Looks likes Windows 9 will ditch that ghastly Charms bar and introduce Virtual Desktop. Finally, it has taken Microsoft over 25 years to introduce Virtual Desktops. Sure, I have multiple 27 and 30" displays but it would be awesome to have Virtual Desktops in "addition to multi-monitors." My Window colleagues always brag about not having the need for Virtual Desktops when multi-monitors are available. Trust me, it is necessary when you are on the field with a single 15" laptop screen.
I'm reading the comments on Gizmodo and it is a good laugh when someone doesn't know what Virtual Desktops are. Some Windows user are confusing it with Virtual Machines. No Silly. See the screenshot below from Mac OS X. A Virtual Desktop or "space" is an isolated desktop where you can run unique apps or windows in their own isolated views. You can have a mail client and browser in space #1, space #2 can have your music player, space #3 can have you file manager. This can be done with multiple windows which each app occupying their own monitors but with Virtual Desktops, you can have multiple spaces. With a three monitor set-up, I can have 27 Virtual Desktops. Yes, 27 unique spaces; each with their own wallpapers and unique apps on a three monitor rig.
How is this useful? Well if you are developing a Client-Server App, imagine this scenario:
Other operating systems have had this for decades. I personally think OSX has the sweetest implementation as you can multitouch swipe with gestures to navigate as well as visually pin apps to specific desktops. In Linux, you right click on a menu to send an existing app to certain spaces and navigate with keyboard shortcuts. It will be interesting to see how Microsoft implements this.
About time. Here is an interesting article over at dailytech and a quote from a Microsoft Metro UI designer, Jacob Miller.
A great example is multiple desktops. This has been something that power users have been asking for for over a decade now. OSX has it, Linux has it, even OS/2 Warp has it. But Windows doesn't. The reason for this is because every time we try and add it to the desktop, we run user tests; and every time we find that the casual users - a much larger part of our demographic than Apple's or Linux's - get confused by it. So the proposal gets cut and power users suffer.
Moving forward, we aren't going to worry about whether or not features on the desktop are too complicated for casual users. In the future, the desktop may very well be complicated to use, but more powerful as well.
In the short term you'll see less resources devoted to [Desktop mode] until we get Metro figured out, but once that happens the desktop is very much a first world citizen. It will be equal with metro. The desktop is not going away, we can't develop Windows in Metro.
Once [Metro is] purring along smoothly, we'll start making the desktop more advanced.
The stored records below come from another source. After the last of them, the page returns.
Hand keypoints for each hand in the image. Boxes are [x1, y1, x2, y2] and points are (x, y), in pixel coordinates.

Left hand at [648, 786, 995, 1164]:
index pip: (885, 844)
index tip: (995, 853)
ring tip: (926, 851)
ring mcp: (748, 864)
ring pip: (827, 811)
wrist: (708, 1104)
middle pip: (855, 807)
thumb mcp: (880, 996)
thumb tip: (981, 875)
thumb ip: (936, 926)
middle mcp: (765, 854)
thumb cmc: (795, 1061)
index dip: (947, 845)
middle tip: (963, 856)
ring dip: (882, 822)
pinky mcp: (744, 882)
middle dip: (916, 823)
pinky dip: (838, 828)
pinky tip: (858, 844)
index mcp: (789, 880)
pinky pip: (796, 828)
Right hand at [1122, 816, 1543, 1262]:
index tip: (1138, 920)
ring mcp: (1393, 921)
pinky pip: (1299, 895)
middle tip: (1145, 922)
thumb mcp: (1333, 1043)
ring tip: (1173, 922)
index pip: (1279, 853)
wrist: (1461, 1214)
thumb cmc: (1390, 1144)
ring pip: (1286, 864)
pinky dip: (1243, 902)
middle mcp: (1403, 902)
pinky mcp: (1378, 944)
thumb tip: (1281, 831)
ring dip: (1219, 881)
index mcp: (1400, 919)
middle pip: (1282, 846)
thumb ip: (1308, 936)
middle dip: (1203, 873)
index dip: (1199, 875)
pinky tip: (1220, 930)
We'll add things that we couldn't before. Things will be faster, more advanced, and craftier than they have in the past - and that's why Metro is good for power users. - See more at: http://www.dailytech.com/Windows+8+Designer+Metro+is+the+Antithesis+of+a+Power+User/article34354.htm#sthash.EA0ghkUb.dpuf
PS: I'm well aware you could have Virtual Desktops as a third party app solutions as way back as Windows NT 4.0. However, it is nice to have it built-in the OS.